Another possible successor to Saddam Hussein’s throne is Brigadier-General Najib Al-Salihi. Al-Salihi was the commander of the armored division of Iraq’s elite Republican Guard during the Gulf War, playing a significant role in the invasion of Kuwait, the Sunday Herald reported.

He was also involved in crushing an uprising against Saddam’s rule that followed the Gulf War. “The repressive way in which this particular episode was handled caused 1.5 million people to flee their homes, while Salihi went on to write a book about his crushing of the popular uprising, entitled Al-Zilzal, ‘The Earthquake’.”

While on the one hand Al-Salihi says that the military should not be engaged in the politics of Iraq, he also heads the CIA- sponsored Iraqi Free Officers Movement, a collection of military exiles in the U.S., which he claims can raise 30,000 fighters.

“Salihi avoids giving the impression of power-hungriness and speaks of the ‘tough work ahead’ and the ‘bond of trust with the Iraqi people’. The same Iraqi people he so mercilessly crushed when they opposed Saddam,” the paper pointed out.

The last possible heir to the Iraqi throne that the Sunday Herald profiled is Ahmad Al-Chalabi, who came to the limelight in 1989 when he fled to London from Jordan amid allegations that he had embezzled millions from the bank he owned.

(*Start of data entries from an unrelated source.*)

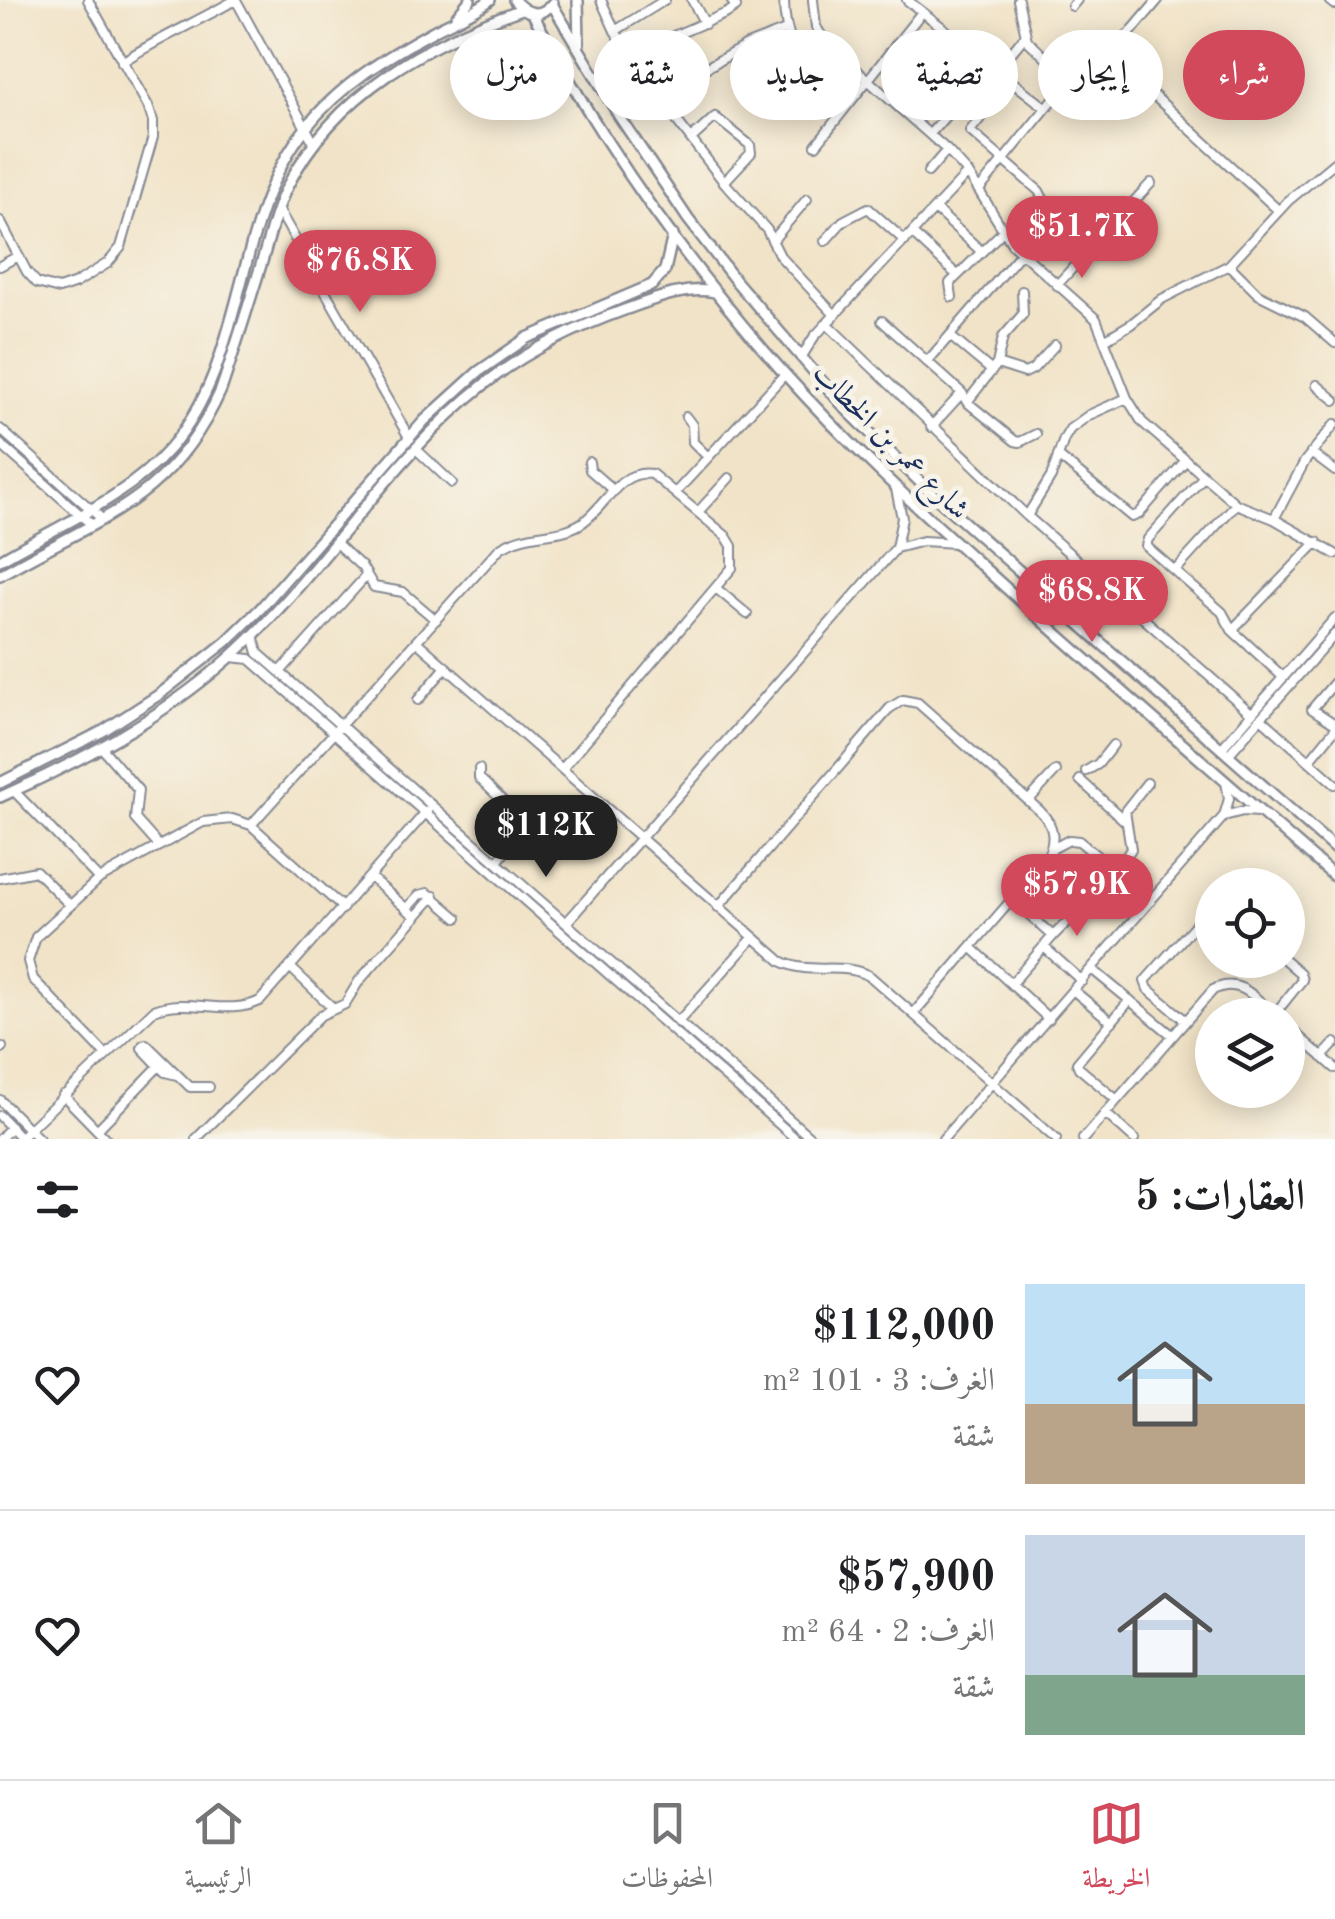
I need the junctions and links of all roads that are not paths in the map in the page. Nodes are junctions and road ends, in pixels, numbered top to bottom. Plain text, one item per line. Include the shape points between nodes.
1 (88, 0) edge
2 (235, 0) edge
3 (470, 0) edge
4 (490, 0) edge
5 (514, 0) edge
6 (578, 0) edge
7 (601, 0) edge
8 (642, 0) edge
9 (665, 0) edge
10 (692, 0) edge
11 (731, 0) edge
12 (784, 0) edge
13 (814, 0) edge
14 (907, 0) edge
15 (1018, 0) edge
16 (1158, 0) edge
17 (553, 2) edge
18 (522, 9) junction
19 (647, 10) junction
20 (922, 12) junction
21 (533, 14) junction
22 (705, 24) junction
23 (438, 28) junction
24 (467, 30) edge
25 (542, 30) edge
26 (614, 30) joint
27 (690, 30) edge
28 (786, 30) edge
29 (818, 30) edge
30 (945, 30) edge
31 (1132, 30) edge
32 (1025, 36) junction
33 (450, 39) edge
34 (1018, 43) edge
35 (580, 51) junction
36 (1038, 52) edge
37 (122, 62) junction
38 (861, 75) edge
39 (868, 81) junction
40 (349, 84) junction
41 (574, 85) edge
42 (1018, 86) edge
43 (358, 96) junction
44 (1038, 102) edge
45 (1163, 104) edge
46 (1038, 118) edge
47 (676, 120) edge
48 (944, 120) edge
49 (977, 120) edge
50 (306, 128) junction
51 (930, 134) junction
52 (691, 139) junction
53 (314, 142) junction
54 (816, 145) dead end
55 (947, 150) junction
56 (1004, 160) junction
57 (1335, 162) edge
58 (928, 172) dead end
59 (968, 174) junction
60 (724, 182) junction
61 (1151, 183) dead end
62 (979, 190) junction
63 (807, 199) dead end
64 (278, 209) junction
65 (935, 209) junction
66 (1278, 210) junction
67 (0, 221) edge
68 (1003, 231) junction
69 (673, 234) junction
70 (914, 234) junction
71 (772, 240) junction
72 (825, 241) dead end
73 (905, 241) junction
74 (981, 251) junction
75 (1088, 252) junction
76 (1021, 253) junction
77 (18, 256) junction
78 (0, 266) edge
79 (1229, 266) junction
80 (957, 276) junction
81 (1058, 285) junction
82 (1022, 291) dead end
83 (717, 292) junction
84 (952, 296) dead end
85 (835, 315) junction
86 (882, 321) dead end
87 (827, 324) junction
88 (950, 336) junction
89 (1106, 339) junction
90 (1335, 343) edge
91 (1056, 345) dead end
92 (801, 358) junction
93 (928, 362) junction
94 (994, 368) junction
95 (478, 372) junction
96 (785, 374) junction
97 (486, 382) junction
98 (821, 382) junction
99 (1317, 385) dead end
100 (833, 396) junction
101 (807, 397) junction
102 (965, 398) junction
103 (1127, 398) junction
104 (1335, 400) edge
105 (819, 410) junction
106 (686, 417) dead end
107 (1335, 424) edge
108 (931, 426) junction
109 (0, 430) edge
110 (1036, 434) dead end
111 (410, 439) junction
112 (0, 444) edge
113 (416, 450) junction
114 (1311, 454) junction
115 (708, 456) junction
116 (1058, 456) junction
117 (1186, 460) junction
118 (589, 462) dead end
119 (1335, 471) edge
120 (1204, 476) junction
121 (729, 478) dead end
122 (452, 482) dead end
123 (896, 489) junction
124 (614, 491) junction
125 (676, 492) junction
126 (1236, 504) junction
127 (91, 508) junction
128 (698, 512) junction
129 (80, 514) junction
130 (1027, 516) junction
131 (1274, 519) junction
132 (97, 522) junction
133 (1318, 542) junction
134 (336, 543) junction
135 (957, 544) junction
136 (896, 548) junction
137 (1335, 554) edge
138 (0, 560) edge
139 (302, 561) junction
140 (312, 570) junction
141 (1175, 572) junction
142 (0, 576) edge
143 (366, 576) junction
144 (717, 588) junction
145 (747, 614) dead end
146 (1335, 618) edge
147 (436, 620) junction
148 (1232, 630) junction
149 (1335, 634) edge
150 (253, 635) junction
151 (1093, 635) junction
152 (417, 642) junction
153 (1080, 654) junction
154 (231, 657) junction
155 (1119, 658) junction
156 (446, 667) junction
157 (280, 672) junction
158 (1102, 674) junction
159 (1283, 677) junction
160 (1335, 682) edge
161 (160, 694) junction
162 (418, 700) dead end
163 (142, 706) junction
164 (168, 706) junction
165 (1251, 713) junction
166 (150, 718) junction
167 (1260, 718) junction
168 (342, 727) junction
169 (1335, 727) edge
170 (335, 734) junction
171 (1114, 745) dead end
172 (102, 748) junction
173 (1225, 752) junction
174 (1309, 761) junction
175 (479, 769) dead end
176 (562, 769) junction
177 (1056, 771) dead end
178 (1086, 771) dead end
179 (1080, 780) dead end
180 (1, 782) edge
181 (1226, 782) junction
182 (1148, 783) dead end
183 (1335, 784) edge
184 (14, 791) junction
185 (0, 797) edge
186 (1028, 800) junction
187 (432, 805) junction
188 (1262, 813) junction
189 (425, 814) junction
190 (1224, 816) junction
191 (1126, 822) junction
192 (251, 826) junction
193 (641, 839) junction
194 (160, 846) junction
195 (1335, 848) edge
196 (1052, 849) junction
197 (497, 862) junction
198 (1118, 874) junction
199 (1335, 876) edge
200 (370, 877) junction
201 (0, 878) edge
202 (99, 879) junction
203 (434, 896) junction
204 (1012, 899) junction
205 (1150, 901) junction
206 (70, 904) junction
207 (718, 907) junction
208 (343, 908) junction
209 (406, 909) junction
210 (416, 917) junction
211 (456, 918) dead end
212 (566, 923) junction
213 (1195, 925) edge
214 (1053, 936) junction
215 (754, 938) junction
216 (970, 947) junction
217 (1044, 947) junction
218 (291, 968) junction
219 (1093, 970) junction
220 (1302, 978) edge
221 (1082, 981) junction
222 (1011, 984) junction
223 (1074, 991) junction
224 (1206, 998) edge
225 (1255, 998) edge
226 (1288, 998) edge
227 (1130, 1000) junction
228 (334, 1009) junction
229 (1195, 1009) edge
230 (914, 1014) junction
231 (1049, 1019) junction
232 (1185, 1020) junction
233 (678, 1022) junction
234 (1112, 1022) junction
235 (1172, 1036) junction
236 (1305, 1042) edge
237 (1335, 1042) edge
238 (105, 1054) junction
239 (1322, 1057) junction
240 (1335, 1068) edge
241 (993, 1084) junction
242 (209, 1086) dead end
243 (63, 1096) junction
244 (0, 1100) edge
245 (1116, 1100) junction
246 (1106, 1112) junction
247 (0, 1116) edge
248 (11, 1127) junction
249 (29, 1129) junction
250 (97, 1130) junction
251 (22, 1138) edge
252 (803, 1138) edge
253 (0, 1139) edge
254 (38, 1139) edge
255 (106, 1139) edge
256 (196, 1139) edge
257 (942, 1139) edge
258 (1056, 1139) edge
259 (1083, 1139) edge
260 (1134, 1139) edge

1 - 37 street
2 - 37 street
2 - 50 street
3 - 23 street
4 - 23 street
5 - 18 street
6 - 35 street
7 - 26 street
8 - 19 street
9 - 19 street
10 - 22 street
11 - 22 street via 736,7
12 - 28 street
13 - 29 street
14 - 20 street
15 - 32 street
16 - 31 street
17 - 21 street
17 - 35 street, شارع عمر بن الخطاب
18 - 21 street
18 - 24 street
19 - 26 street
20 - 30 street
20 - 39 street
21 - 25 street, شارع عمر بن الخطاب
22 - 27 street
23 - 40 street
32 - 34 street
32 - 36 street
33 - 43 street
35 - 92 street, شارع عمر بن الخطاب via 688,219
37 - 77 street via 154,128 120,247 99,269 59,288 36,283
38 - 39 street
39 - 51 street
39 - 54 street
40 - 43 street
40 - 50 street
41 - 69 street, شارع عمر بن الخطاب
42 - 44 street
43 - 53 street
45 - 66 street
46 - 56 street
47 - 52 street
48 - 51 street
49 - 56 street via 970,128
50 - 53 street
50 - 127 street via 272,186 197,410 156,462
51 - 55 street
52 - 60 street
52 - 60 street via 715,116 750,145 751,153
53 - 64 street
55 - 58 street
55 - 59 street
56 - 62 street
56 - 75 street
57 - 66 street
59 - 62 street
59 - 65 street
60 - 71 street
61 - 75 street
62 - 68 street
63 - 71 street
64 - 111 street
64 - 132 street via 208,418 167,474
65 - 70 street
65 - 74 street
66 - 79 street
67 - 77 street
68 - 74 street
68 - 76 street
69 - 83 street, شارع عمر بن الخطاب
69 - 95 street via 665,270 652,285 527,338
70 - 73 street
70 - 80 street
71 - 85 street
72 - 73 street via 847,218 870,208
73 - 85 street
74 - 80 street
75 - 81 street
76 - 81 street
76 - 88 street
77 - 78 street
79 - 89 street via 1162,299
79 - 90 street via 1258,294 1293,310
80 - 84 street via 949,286
81 - 89 street via 1096,318
82 - 94 street via 1025,310 1001,341
83 - 96 street, شارع عمر بن الخطاب
83 - 97 street via 685,291 600,319
85 - 87 street
86 - 93 street
87 - 92 street
87 - 108 street
88 - 93 street
88 - 94 street
89 - 103 street
91 - 94 street via 1025,373
92 - 98 street, شارع عمر بن الخطاب
93 - 102 street
94 - 102 street
95 - 97 street
95 - 111 street
96 - 101 street, شارع عمر بن الخطاب
96 - 115 street
97 - 113 street
98 - 100 street, شارع عمر بن الخطاب
98 - 101 street
99 - 104 street
100 - 105 street
100 - 151 street, شارع عمر بن الخطاب via 932,494
101 - 105 street, شارع عمر بن الخطاب
102 - 108 street
102 - 110 street via 1017,442
103 - 116 street via 1079,421
103 - 117 street via 1142,422
105 - 123 street, شارع عمر بن الخطاب
106 - 115 street via 693,442
107 - 114 street
108 - 130 street
109 - 127 street
111 - 139 street
112 - 129 street
113 - 122 street
113 - 134 street
114 - 119 street
114 - 131 street
115 - 125 street
116 - 117 street via 1132,517
116 - 130 street
117 - 120 street
118 - 124 street
120 - 126 street
120 - 141 street via 1146,541
121 - 128 street
123 - 135 street, شارع عمر بن الخطاب
123 - 136 street via 902,518
124 - 125 street via 643,473
124 - 147 street via 576,526 528,534 500,548
125 - 128 street
126 - 131 street
126 - 141 street
127 - 129 street
127 - 132 street
128 - 144 street via 732,546 732,568
129 - 132 street
129 - 138 street
130 - 165 street
131 - 133 street
132 - 142 street
133 - 137 street
133 - 148 street
134 - 140 street
134 - 143 street
135 - 136 street via 924,541
135 - 153 street, شارع عمر بن الخطاب
136 - 193 street
139 - 140 street
139 - 161 street via 234,634
140 - 150 street
141 - 148 street via 1222,612
143 - 147 street via 374,587 403,592
143 - 157 street
144 - 145 street
144 - 176 street
146 - 159 street
147 - 152 street
148 - 159 street
149 - 167 street
150 - 154 street
150 - 157 street via 258,653
151 - 153 street via 1095,646
151 - 155 street, شارع عمر بن الخطاب
152 - 156 street
152 - 168 street
153 - 158 street, شارع عمر بن الخطاب
154 - 164 street
154 - 170 street via 250,659
155 - 158 street via 1102,662
155 - 173 street, شارع عمر بن الخطاب
156 - 162 street
156 - 176 street
157 - 168 street
158 - 181 street, شارع عمر بن الخطاب
159 - 165 street
160 - 169 street via 1312,709
161 - 163 street
161 - 164 street
163 - 166 street
163 - 180 street
164 - 166 street
165 - 173 street
166 - 172 street
167 - 173 street
167 - 174 street
168 - 170 street
168 - 187 street
169 - 174 street
170 - 189 street
170 - 192 street
171 - 178 street
172 - 184 street
172 - 194 street via 138,790 135,819
173 - 195 street, شارع عمر بن الخطاب
174 - 183 street
175 - 197 street via 479,778 527,824
176 - 193 street
177 - 186 street
179 - 191 street
181 - 188 street, شارع عمر بن الخطاب
181 - 190 street
182 - 191 street via 1127,806
184 - 185 street
184 - 202 street
186 - 196 street via 1052,828
186 - 207 street via 918,703 903,700
187 - 189 street
187 - 197 street
188 - 190 street
188 - 199 street, شارع عمر بن الخطاب
189 - 200 street
189 - 252 street
190 - 205 street
191 - 198 street via 1131,849
192 - 194 street via 213,820
192 - 208 street
193 - 207 street
193 - 212 street
194 - 202 street
196 - 198 street via 1079,841
196 - 204 street
197 - 212 street
198 - 205 street
198 - 214 street via 1092,906
200 - 208 street
200 - 209 street
201 - 206 street via 36,871
202 - 206 street
203 - 209 street via 422,894
203 - 210 street
203 - 211 street
204 - 214 street
204 - 216 street
205 - 219 street
206 - 238 street via 36,937 30,970 38,987
207 - 215 street
208 - 218 street
209 - 210 street
210 - 228 street
212 - 233 street
213 - 232 street via 1145,981
214 - 217 street
215 - 230 street via 789,966 862,972
215 - 233 street
216 - 222 street
216 - 230 street
217 - 221 street
217 - 222 street
218 - 228 street
218 - 238 street via 251,1006 154,1010
219 - 221 street
219 - 227 street
220 - 226 street
221 - 223 street
222 - 231 street
223 - 231 street
223 - 234 street
224 - 225 street via 1230,984
227 - 234 street
227 - 235 street
228 - 256 street
229 - 232 street
230 - 241 street
231 - 241 street
232 - 235 street
233 - 252 street
234 - 245 street via 1077,1066
235 - 245 street
236 - 239 street
237 - 239 street
238 - 243 street
239 - 240 street
241 - 257 street
241 - 258 street
242 - 250 street via 190,1087 158,1062
243 - 249 street
243 - 250 street
244 - 249 street
245 - 246 street
246 - 259 street
246 - 260 street
247 - 248 street
248 - 251 street
248 - 253 street
249 - 251 street
249 - 254 street
250 - 255 street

The collapse of the Petra Bank left thousands of its clients in poverty. A former math professor, Al-Chalabi did not attend his trial in Jordan and was sentenced in absentia to 32 years in prison – a sentence that can only be carried out if he returns to Jordan.

Chalabi took the reins of the Iraqi National Congress (INC), an umbrella organization created in 1992 with the assistance of the CIA.

In 1999 Al-Chalabi was officially demoted to become a member of the INC’s executive council rather than its leader, but he is still spoken of by INC officials as the future president of Iraq.

This is despite the fact that the U.S. State Department recently found that about $2 million of the $4 million it had given to the INC was not properly accounted for.

Al-Chalabi, however, “galvanized his U.S. supporters, and the Pentagon and the White House again started picking up the tab,” the Sunday Herald said.

Just as he was beginning to be sidelined by the U.S. in the midst of more accusations of financial irregularities, Al-Chalabi came up with a plot to overthrow Saddam in an 11-week maneuver. Few people stopped to question the plan, which involved turning untrained volunteers into successful revolutionaries, as unrealistic.

“Convicted embezzlers, accused war criminals and CIA stooges to a man, few if any of those who would dethrone Saddam match up to the proverbial man on a white horse, a respected military officer who can ride in, take control and unite Iraq’s fractious tribes and religious groups,” the Sunday Herald concluded.

Saddam Hussein’s biographer, Said K. Aburish, a respected Middle Eastern writer said, “I examined my notes of the interviews I conducted with 82 Iraqi opposition leaders, and began identifying those on my list whose thinking resembles Saddam’s.”

“To my horror, I decided 75 of the people I interviewed were men who would kill to achieve their goal.”